In 2003, the album was included in Rolling Stones 500 Greatest Albums of All Time list at No. 469, the magazine calling it "eerie, futuristic art punk with dub bass and slashing guitar". Rolling Stone also included it in their 100 Best Albums of the Eighties, ranking it at No. 76. In 2002, Pitchfork ranked Metal Box at No. 19 on its "Top 100 Albums of the 1980s". It was also, along with their debut album, included in the book 1001 Albums You Must Hear Before You Die, with the reviewer Stevie Chick saying "the abrasive textures and powerful sounds they discovered...would influence all manner of experimental music for decades to come", while describing it as "cold dank, unforgiving, subterranean." The songs "Albatross", "Poptones", "Careering", "Chant" and "Radio 4" were selected as "key tracks". In 2020, Rolling Stone included it in their "80 Greatest albums of 1980" list, praising the band for pushing "beyond post-punk into a fractured space between demented abstraction and cranky freedom".

==Track listings==
All words, music and production credited to Public Image Ltd.

===Original release===
The original release of Metal Box comprised six sides of 12-inch vinyl, played at 45 rpm.
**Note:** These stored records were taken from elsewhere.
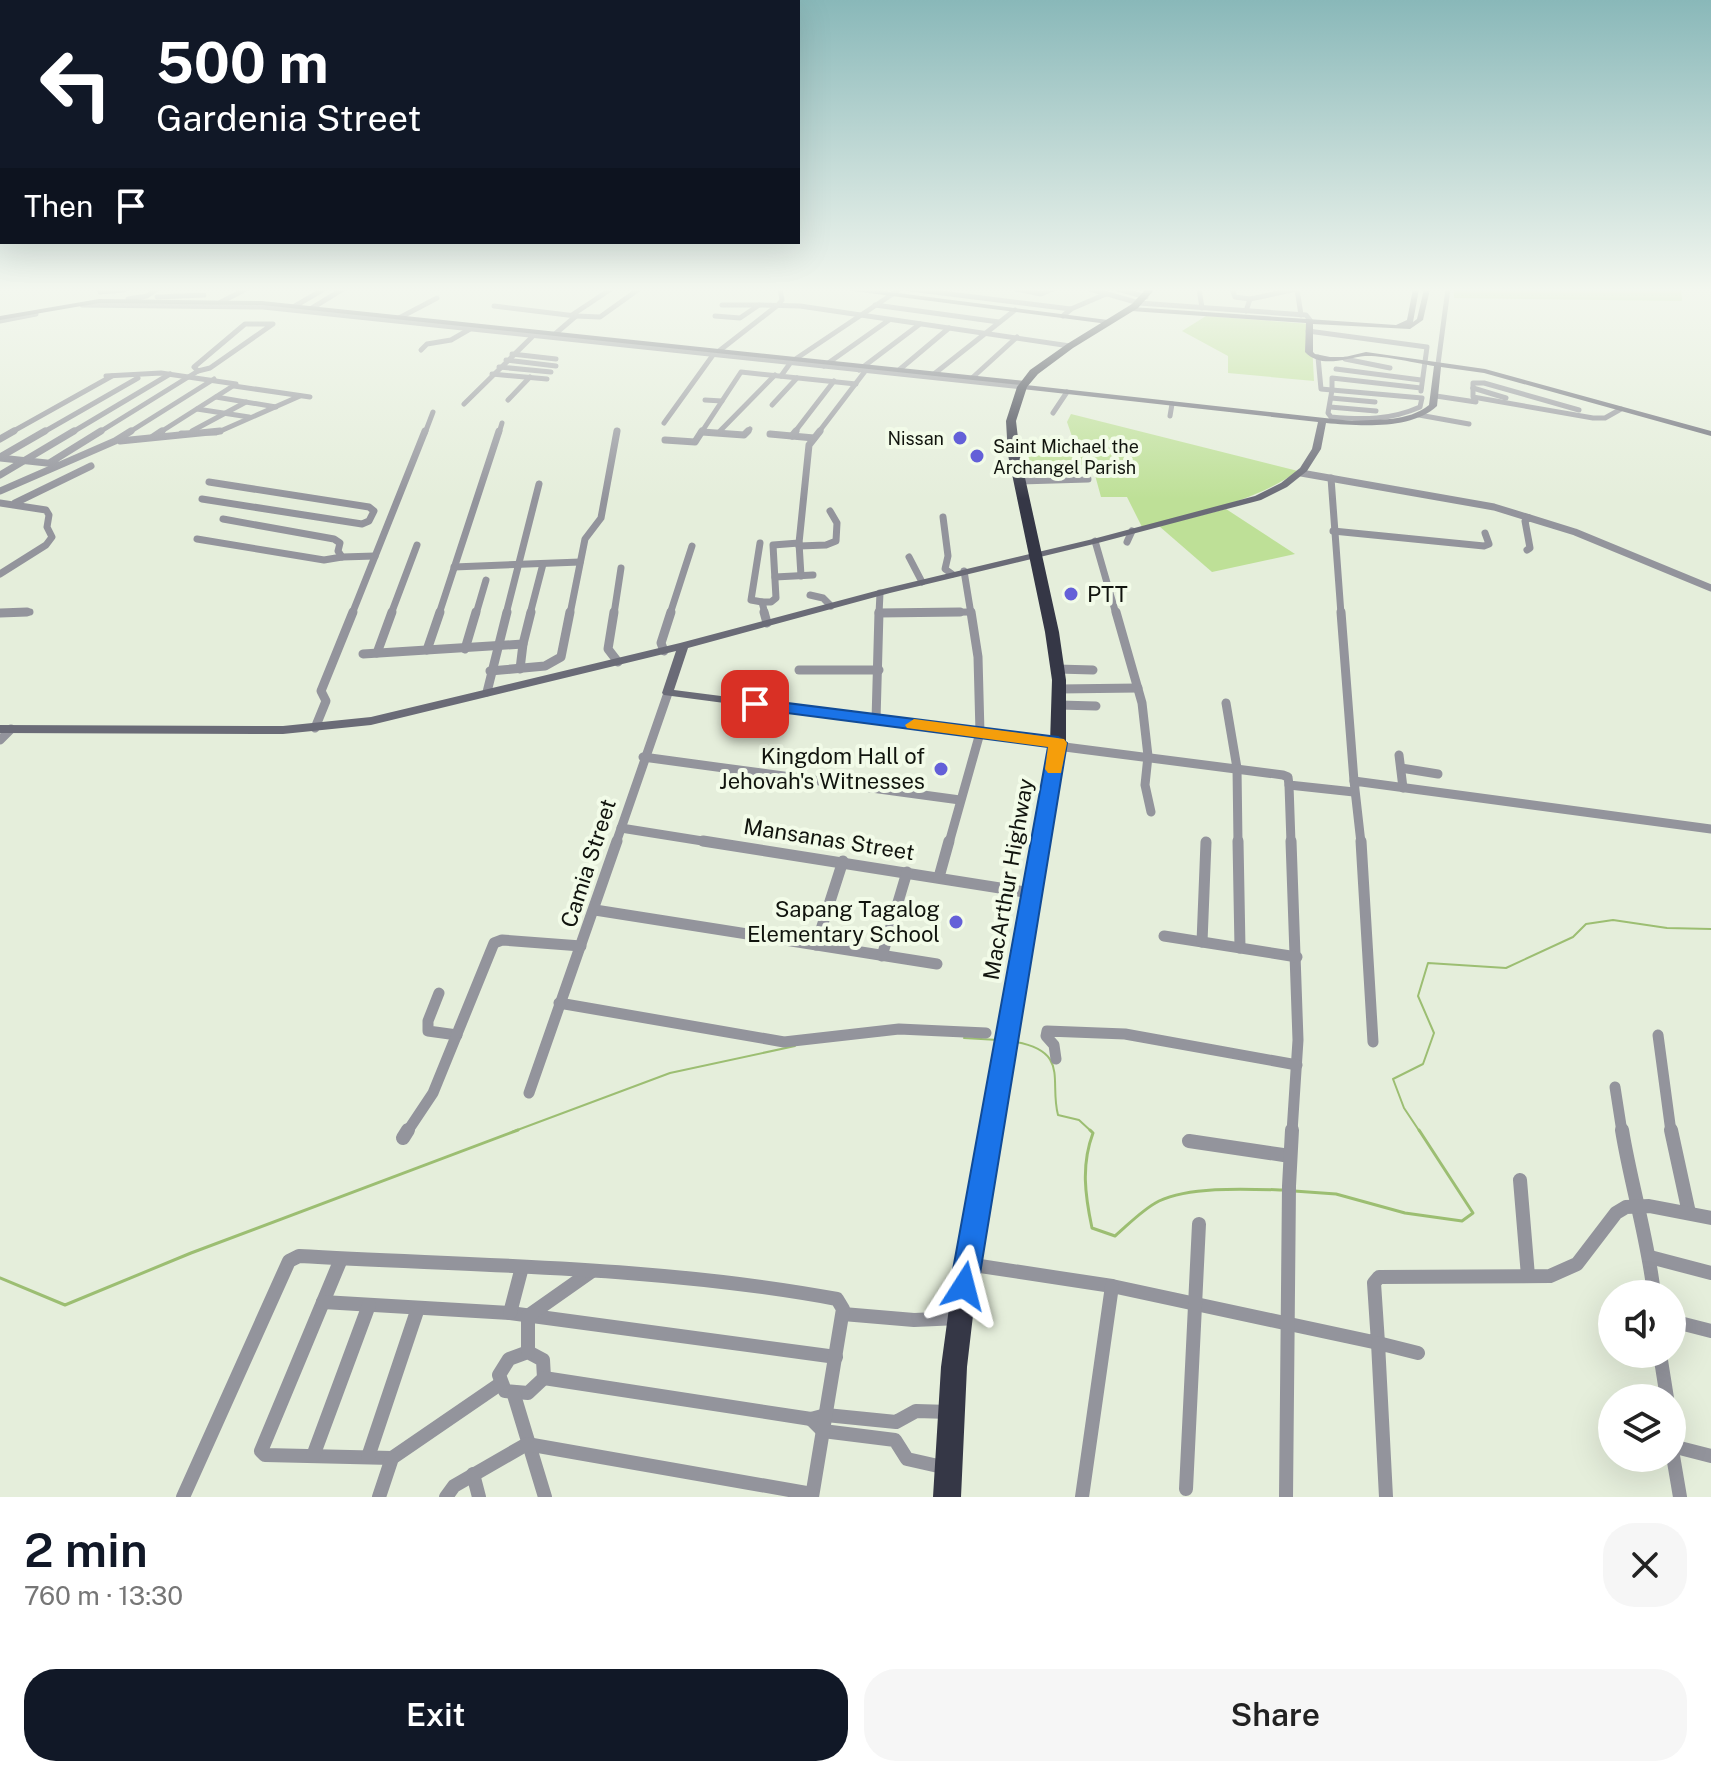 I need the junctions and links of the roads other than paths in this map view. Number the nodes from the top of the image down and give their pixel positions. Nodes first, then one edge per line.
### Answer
1 (204, 359) edge
2 (224, 359) edge
3 (539, 359) edge
4 (712, 359) edge
5 (777, 359) edge
6 (796, 359) edge
7 (832, 359) edge
8 (873, 359) edge
9 (916, 359) edge
10 (952, 359) edge
11 (993, 359) edge
12 (1050, 359) edge
13 (1318, 359) edge
14 (1325, 359) edge
15 (1348, 359) edge
16 (1399, 359) edge
17 (1428, 359) edge
18 (1439, 359) edge
19 (506, 360) joint
20 (793, 361) junction
21 (1338, 362) junction
22 (1428, 363) junction
23 (825, 364) junction
24 (1438, 364) junction
25 (499, 367) junction
26 (861, 368) junction
27 (1390, 368) dead end
28 (1485, 371) junction
29 (902, 372) junction
30 (195, 373) junction
31 (170, 374) junction
32 (492, 374) junction
33 (934, 374) junction
34 (778, 375) junction
35 (141, 376) junction
36 (530, 377) junction
37 (797, 378) junction
38 (972, 378) junction
39 (1332, 378) junction
40 (214, 379) junction
41 (820, 380) junction
42 (834, 381) junction
43 (1484, 383) junction
44 (856, 384) junction
45 (1421, 384) junction
46 (1023, 385) junction
47 (234, 386) junction
48 (1473, 388) junction
49 (1332, 390) junction
50 (812, 391) dead end
51 (1067, 392) junction
52 (300, 396) junction
53 (1436, 396) junction
54 (216, 397) junction
55 (310, 397) dead end
56 (1331, 398) junction
57 (1375, 398) junction
58 (1422, 398) junction
59 (1485, 399) junction
60 (508, 400) dead end
61 (705, 400) dead end
62 (722, 401) junction
63 (246, 402) junction
64 (464, 404) dead end
65 (1172, 404) junction
66 (772, 405) dead end
67 (276, 407) junction
68 (1330, 407) junction
69 (197, 409) junction
70 (1621, 409) junction
71 (1376, 411) junction
72 (1556, 411) junction
73 (433, 412) dead end
74 (1053, 413) dead end
75 (225, 414) junction
76 (1419, 415) junction
77 (1170, 416) dead end
78 (250, 418) junction
79 (1605, 418) junction
80 (1377, 420) junction
81 (1322, 421) junction
82 (502, 423) dead end
83 (664, 423) dead end
84 (1469, 424) dead end
85 (750, 429) dead end
86 (617, 431) dead end
87 (189, 432) junction
88 (702, 432) junction
89 (719, 432) junction
90 (1711, 433) edge
91 (770, 434) dead end
92 (792, 436) junction
93 (153, 437) junction
94 (814, 438) junction
95 (0, 439) edge
96 (665, 440) dead end
97 (115, 441) junction
98 (0, 458) edge
99 (26, 460) junction
100 (54, 463) junction
101 (91, 466) dead end
102 (37, 473) junction
103 (1301, 473) junction
104 (0, 475) edge
105 (1331, 478) junction
106 (65, 479) junction
107 (1088, 479) dead end
108 (1020, 481) junction
109 (209, 482) dead end
110 (539, 484) dead end
111 (0, 491) edge
112 (202, 499) dead end
113 (0, 503) edge
114 (12, 504) junction
115 (830, 511) dead end
116 (943, 517) dead end
117 (370, 518) junction
118 (391, 518) junction
119 (1529, 518) junction
120 (223, 519) dead end
121 (1132, 531) junction
122 (1333, 531) junction
123 (1485, 533) dead end
124 (197, 539) dead end
125 (1095, 541) junction
126 (1127, 542) dead end
127 (760, 543) dead end
128 (799, 544) junction
129 (417, 545) dead end
130 (692, 546) dead end
131 (1527, 550) dead end
132 (375, 556) junction
133 (1034, 556) junction
134 (342, 557) junction
135 (909, 557) dead end
136 (580, 562) junction
137 (543, 564) junction
138 (517, 565) junction
139 (454, 567) junction
140 (621, 568) dead end
141 (964, 571) junction
142 (0, 574) edge
143 (952, 574) junction
144 (813, 575) dead end
145 (801, 576) junction
146 (775, 577) junction
147 (486, 580) dead end
148 (922, 582) junction
149 (1711, 588) edge
150 (880, 593) junction
151 (810, 595) dead end
152 (762, 602) junction
153 (831, 606) junction
154 (30, 612) dead end
155 (971, 612) junction
156 (0, 613) edge
157 (879, 613) junction
158 (766, 622) junction
159 (523, 644) junction
160 (683, 646) junction
161 (496, 648) junction
162 (662, 648) junction
163 (465, 649) junction
164 (427, 650) junction
165 (377, 653) junction
166 (363, 654) dead end
167 (615, 659) junction
168 (520, 669) junction
169 (1057, 669) junction
170 (799, 670) dead end
171 (879, 670) junction
172 (1083, 670) junction
173 (1093, 670) dead end
174 (490, 671) junction
175 (1086, 688) junction
176 (1138, 688) junction
177 (487, 692) junction
178 (668, 693) junction
179 (1059, 697) junction
180 (1226, 703) dead end
181 (1096, 706) dead end
182 (876, 720) junction
183 (315, 728) junction
184 (3, 729) edge
185 (980, 733) junction
186 (0, 740) edge
187 (1057, 744) junction
188 (1399, 755) dead end
189 (1148, 756) junction
190 (643, 757) junction
191 (1237, 768) junction
192 (1401, 768) junction
193 (1438, 774) dead end
194 (1289, 785) junction
195 (1354, 787) junction
196 (1403, 788) junction
197 (960, 800) junction
198 (1151, 812) dead end
199 (621, 828) junction
200 (1711, 829) edge
201 (1206, 842) dead end
202 (843, 861) junction
203 (907, 872) junction
204 (939, 877) junction
205 (1031, 893) junction
206 (595, 910) junction
207 (1164, 936) dead end
208 (1202, 942) junction
209 (816, 945) junction
210 (581, 946) junction
211 (1240, 948) junction
212 (882, 956) junction
213 (1297, 957) junction
214 (937, 964) dead end
215 (439, 993) dead end
216 (559, 1003) junction
217 (457, 1035) junction
218 (1658, 1035) dead end
219 (999, 1039) junction
220 (1373, 1042) dead end
221 (1056, 1059) dead end
222 (1297, 1065) junction
223 (1615, 1087) dead end
224 (529, 1093) dead end
225 (403, 1138) dead end
226 (1189, 1141) dead end
227 (1290, 1156) junction
228 (1520, 1180) dead end
229 (1636, 1204) junction
230 (1689, 1213) junction
231 (1711, 1218) edge
232 (1199, 1224) dead end
233 (1650, 1257) junction
234 (341, 1259) junction
235 (967, 1264) junction
236 (522, 1267) junction
237 (592, 1271) junction
238 (1711, 1273) edge
239 (1528, 1276) junction
240 (1652, 1280) edge
241 (1112, 1286) junction
242 (323, 1302) junction
243 (369, 1305) junction
244 (1196, 1305) junction
245 (418, 1308) junction
246 (510, 1313) junction
247 (843, 1314) junction
248 (528, 1316) junction
249 (959, 1318) junction
250 (1288, 1325) junction
251 (1686, 1325) edge
252 (1711, 1331) edge
253 (1378, 1343) junction
254 (528, 1352) junction
255 (1418, 1353) dead end
256 (836, 1357) junction
257 (544, 1378) junction
258 (500, 1384) junction
259 (514, 1395) junction
260 (951, 1412) junction
261 (820, 1422) junction
262 (896, 1422) junction
263 (895, 1440) junction
264 (527, 1444) junction
265 (1686, 1451) edge
266 (313, 1456) junction
267 (1711, 1456) edge
268 (368, 1457) junction
269 (392, 1458) junction
270 (948, 1468) junction
271 (1676, 1472) edge
272 (473, 1474) junction
273 (1186, 1489) dead end
274 (812, 1495) edge
275 (183, 1497) edge
276 (379, 1497) edge
277 (446, 1497) edge
278 (479, 1497) edge
279 (545, 1497) edge
280 (947, 1497) edge
281 (1082, 1497) edge
282 (1286, 1497) edge
283 (1386, 1497) edge
284 (1680, 1497) edge

1 - 30 street
2 - 30 street
3 - 19 street
4 - 83 street
5 - 20 street
6 - 20 street
7 - 23 street
8 - 26 street
9 - 29 street
10 - 33 street
11 - 38 street
12 - 46 highway
13 - 49 street
14 - 21 street
15 - 21 street
16 - 22 street
17 - 22 street
18 - 24 street
19 - 25 street
20 - 23 street
20 - 34 street
21 - 27 street
21 - 39 street
21 - 45 street
22 - 24 street
22 - 45 street
23 - 26 street
24 - 28 street
24 - 53 street
25 - 32 street
25 - 36 street
26 - 29 street
26 - 44 street
28 - 43 street
28 - 70 street
29 - 33 street
29 - 46 street
30 - 31 street
30 - 40 street
30 - 100 street
31 - 35 street
31 - 99 street
32 - 36 street
32 - 64 street
33 - 38 street
34 - 37 street
34 - 62 street
34 - 89 street
35 - 95 street
35 - 98 street
36 - 60 street
37 - 41 street
37 - 66 street
38 - 46 street
39 - 45 street
39 - 49 street
40 - 47 street
40 - 97 street
41 - 42 street
41 - 50 street
42 - 44 street
42 - 92 street
43 - 48 street
43 - 79 street
44 - 94 street
45 - 58 street
46 - 51 street
46 - 108 highway, MacArthur Highway
47 - 52 street
47 - 54 street
48 - 59 street
48 - 72 street
49 - 56 street
49 - 57 street
51 - 65 street
51 - 74 street
52 - 55 street
52 - 67 street
53 - 59 street
53 - 76 street
54 - 63 street
54 - 69 street
56 - 57 street
56 - 68 street
57 - 58 street
57 - 71 street
58 - 80 street
59 - 72 street
61 - 62 street
62 - 88 street
63 - 67 street
63 - 75 street
65 - 77 street
65 - 81 street
67 - 78 street
68 - 71 street
68 - 80 street
69 - 75 street
69 - 93 street
70 - 79 street
70 - 90 street
71 - 80 street
72 - 79 street
73 - 118 street
75 - 78 street
75 - 87 street
76 - 81 street
76 - 84 street
78 - 87 street
81 - 103 street
82 - 139 street
85 - 89 street
86 - 136 street
87 - 93 street
88 - 89 street
88 - 96 street
91 - 92 street
92 - 94 street
93 - 97 street
94 - 128 street
97 - 100 street
98 - 99 street
99 - 100 street
99 - 104 street
100 - 102 street
101 - 106 street
102 - 106 street
102 - 111 street
103 - 105 street
103 - 121 street
105 - 119 street
105 - 122 street
106 - 114 street
107 - 108 street
108 - 133 highway, MacArthur Highway
109 - 117 street
110 - 138 street
112 - 117 street
113 - 114 street
114 - 142 street
115 - 128 street
116 - 143 street
117 - 118 street
118 - 132 street
119 - 131 street
119 - 149 street
120 - 134 street
121 - 125 street
121 - 126 street
122 - 123 street
122 - 195 street
124 - 134 street
125 - 133 street
125 - 176 street
127 - 152 street
128 - 145 street
128 - 146 street
129 - 165 street
130 - 162 street
132 - 134 street
132 - 183 street
133 - 141 street
133 - 169 highway, MacArthur Highway
135 - 148 street
136 - 137 street
136 - 168 street
137 - 138 street
137 - 159 street
138 - 139 street
138 - 161 street
139 - 164 street
140 - 167 street
141 - 143 street
141 - 155 street
143 - 148 street
144 - 145 street
145 - 146 street
146 - 152 street
147 - 163 street
148 - 150 street
150 - 153 street
150 - 157 street
151 - 153 street
152 - 158 street
153 - 158 street
154 - 156 street
155 - 157 street
155 - 185 street
157 - 171 street
158 - 160 street
159 - 161 street
159 - 168 street
160 - 162 street
160 - 178 street, Camia Street
161 - 163 street
161 - 174 street
162 - 167 street
163 - 164 street
164 - 165 street
165 - 166 street
167 - 177 street
168 - 174 street
169 - 172 street
169 - 179 highway, MacArthur Highway
170 - 171 street
171 - 182 street
172 - 173 street
172 - 175 street
174 - 177 street
175 - 176 street
175 - 179 street
176 - 189 street
177 - 183 street
178 - 182 street
178 - 190 street, Camia Street
179 - 181 street
179 - 187 highway, MacArthur Highway
180 - 191 street
182 - 185 street
183 - 184 street
184 - 186 street
185 - 187 street
185 - 197 street
187 - 189 street
187 - 205 highway, MacArthur Highway
188 - 192 street
189 - 191 street
189 - 198 street
190 - 197 street
190 - 199 street, Camia Street
191 - 194 street
191 - 211 street
192 - 193 street
192 - 196 street
194 - 195 street
194 - 213 street
195 - 196 street
195 - 220 street
196 - 200 street
197 - 204 street
199 - 202 street, Mansanas Street
199 - 206 street, Camia Street
201 - 208 street
202 - 203 street, Mansanas Street
202 - 209 street
203 - 204 street, Mansanas Street
203 - 212 street
204 - 205 street, Mansanas Street
205 - 219 highway, MacArthur Highway
206 - 209 street
206 - 210 street, Camia Street
207 - 208 street
208 - 211 street
209 - 212 street
210 - 216 street, Camia Street
210 - 217 street
211 - 213 street
212 - 214 street
213 - 222 street
215 - 217 street
216 - 219 street
216 - 224 street, Camia Street
217 - 225 street
218 - 230 street
219 - 235 highway, MacArthur Highway
221 - 222 street
222 - 227 street
223 - 229 street
226 - 227 street
227 - 250 street
228 - 239 street
229 - 230 street
229 - 233 street
229 - 239 street
230 - 231 street
232 - 244 street
233 - 238 street
233 - 240 street
234 - 236 street
234 - 242 street
234 - 275 street
235 - 241 street
235 - 249 highway, MacArthur Highway
236 - 237 street
236 - 246 street
237 - 247 street
237 - 248 street
239 - 253 street
241 - 244 street
241 - 281 street
242 - 243 street
242 - 266 street
243 - 245 street
243 - 266 street
244 - 250 street
244 - 273 street
245 - 246 street
245 - 268 street
246 - 248 street
247 - 249 street
247 - 256 street
248 - 254 street
248 - 256 street
249 - 260 highway, MacArthur Highway
250 - 253 street
250 - 282 street
251 - 252 street
253 - 255 street
253 - 283 street
254 - 257 street
254 - 258 street
256 - 261 street
257 - 259 street
257 - 261 street
258 - 259 street
258 - 269 street
259 - 264 street
260 - 262 street
260 - 270 highway, MacArthur Highway
261 - 262 street
261 - 263 street
261 - 274 street
262 - 263 street
263 - 270 street
264 - 272 street
264 - 274 street
264 - 279 street
265 - 267 street
266 - 268 street
268 - 269 street
269 - 276 street
270 - 280 highway, MacArthur Highway
271 - 284 street
272 - 277 street
272 - 278 street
While this track order would be reconfigured for the Second Edition version of the album on LP and CD, compact discs reissued in the Metal Box format maintain this track listing packaged as either one or three CDs in a 5” metal canister.

Side A
| No. | Title | Length |
|---|---|---|
| 1. | "Albatross" | 10:34 |

Side B
| No. | Title | Length |
|---|---|---|
| 1. | "Memories" | 5:05 |
| 2. | "Swan Lake" | 4:11 |

Side C
| No. | Title | Length |
|---|---|---|
| 1. | "Poptones" | 7:46 |
| 2. | "Careering" | 4:32 |

Side D
| No. | Title | Length |
|---|---|---|
| 1. | "No Birds" | 4:41 |
| 2. | "Graveyard" | 3:07 |

Side E
| No. | Title | Length |
|---|---|---|
| 1. | "The Suit" | 3:29 |
| 2. | "Bad Baby" | 4:30 |

Side F
| No. | Title | Length |
|---|---|---|
| 1. | "Socialist/Chant/Radio 4" | 12:34 |

===Second Edition===
Second Edition fits the album onto four 33 rpm sides and features a slightly different song order ("Socialist/Chant/Radio 4" is split into its component parts, with "Socialist" and "No Birds" swapping places), and subsequent digital versions of Second Edition follow this track order.

Side One
| No. | Title | Length |
|---|---|---|
| 1. | "Albatross" | 10:34 |
| 2. | "Memories" | 5:05 |

Side Two
| No. | Title | Length |
|---|---|---|
| 1. | "Swan Lake" | 4:11 |
| 2. | "Poptones" | 7:46 |
| 3. | "Careering" | 4:32 |

Side Three
| No. | Title | Length |
|---|---|---|
| 1. | "Socialist" | 3:09 |
| 2. | "Graveyard" | 3:07 |
| 3. | "The Suit" | 3:29 |

Side Four
| No. | Title | Length |
|---|---|---|
| 1. | "Bad Baby" | 4:30 |
| 2. | "No Birds" | 4:41 |
| 3. | "Chant" | 5:01 |
| 4. | "Radio 4" | 4:24 |

==Personnel==
- Public Image Limited
- John Lydon – vocals, piano ("No Birds" and "Bad Baby")
- Keith Levene – guitar, synthesizers, drums ("Poptones" and "Radio 4"), bass guitar ("Radio 4")
- Jah Wobble – bass guitar (except "Radio 4"), drums ("Careering" and "The Suit"), piano ("The Suit")
- David Humphrey – drums ("Albatross" and "Swan Lake")
- Richard Dudanski – drums ("Memories", "No Birds", "Graveyard", "Socialist" and "Chant")
- Martin Atkins – drums ("Bad Baby")

Note: Levene played all instruments on "Radio 4".
- Technical
- Nick Cook, Hugh Padgham, George Chambers – engineers
- PiL, Dennis Morris – sleeve design and concept
- Metal Box Company – packaging

==Charts==
===Metal Box===

| Chart (1979–80) | Peak position |
|---|---|
| New Zealand Albums (RMNZ) | 21 |
| UK Albums (Official Charts) | 18 |
| US Billboard 200 | 171 |

===Second Edition===

| Chart (1980) | Peak position |
|---|---|
| New Zealand Albums (RMNZ) | 28 |
| UK Albums (Official Charts) | 46 |

==Rerecorded version==

Bassist Jah Wobble recorded and released a new version of the album in 2021, titled Metal Box - Rebuilt in Dub.